- PROMPT
Retype the data below verbatim; pictures do not belong in the copy.

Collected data
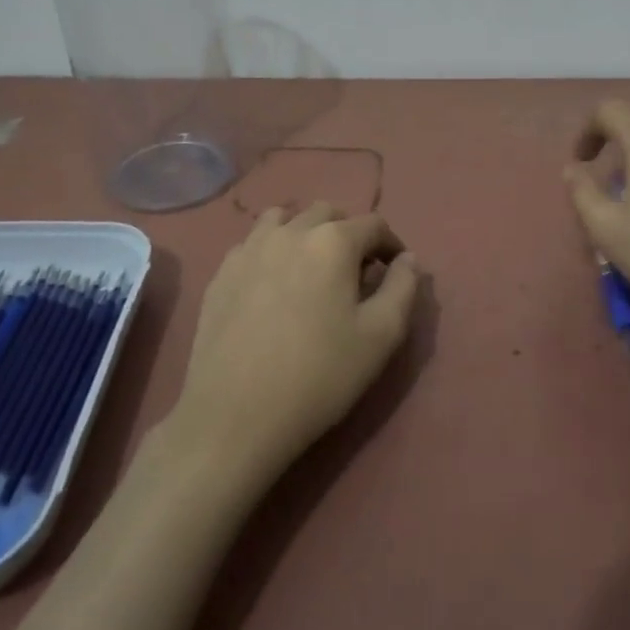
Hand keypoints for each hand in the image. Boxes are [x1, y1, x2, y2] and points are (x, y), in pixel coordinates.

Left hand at [170, 203, 420, 483]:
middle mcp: (290, 231)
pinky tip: (272, 285)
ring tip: (310, 268)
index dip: (390, 245)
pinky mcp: (222, 272)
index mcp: (333, 241)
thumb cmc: (318, 375)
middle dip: (348, 234)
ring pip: (284, 219)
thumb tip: (408, 259)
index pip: (373, 224)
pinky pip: (253, 243)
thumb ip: (403, 288)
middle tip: (354, 271)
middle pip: (328, 213)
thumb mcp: (381, 336)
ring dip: (306, 233)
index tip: (393, 271)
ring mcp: (250, 249)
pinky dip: (271, 250)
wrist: (234, 416)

- EXERCISE RESULT
Hand keypoints for each hand in the image. Boxes are [x1, y1, x2, y2] and points are (x, y), in pixel coordinates.

Left hand at [170, 203, 420, 483]:
middle mcp: (290, 231)
pinky tip: (272, 285)
ring tip: (310, 268)
index dip: (390, 245)
pinky mcp: (222, 272)
index mcp: (333, 241)
thumb cmc: (318, 375)
middle dip: (348, 234)
ring pip: (284, 219)
thumb tip: (408, 259)
index pip: (373, 224)
pinky pip: (253, 243)
thumb ip: (403, 288)
middle tip: (354, 271)
middle pip: (328, 213)
thumb mcp: (381, 336)
ring dip: (306, 233)
index tip: (393, 271)
ring mcp: (250, 249)
pinky dip: (271, 250)
wrist: (234, 416)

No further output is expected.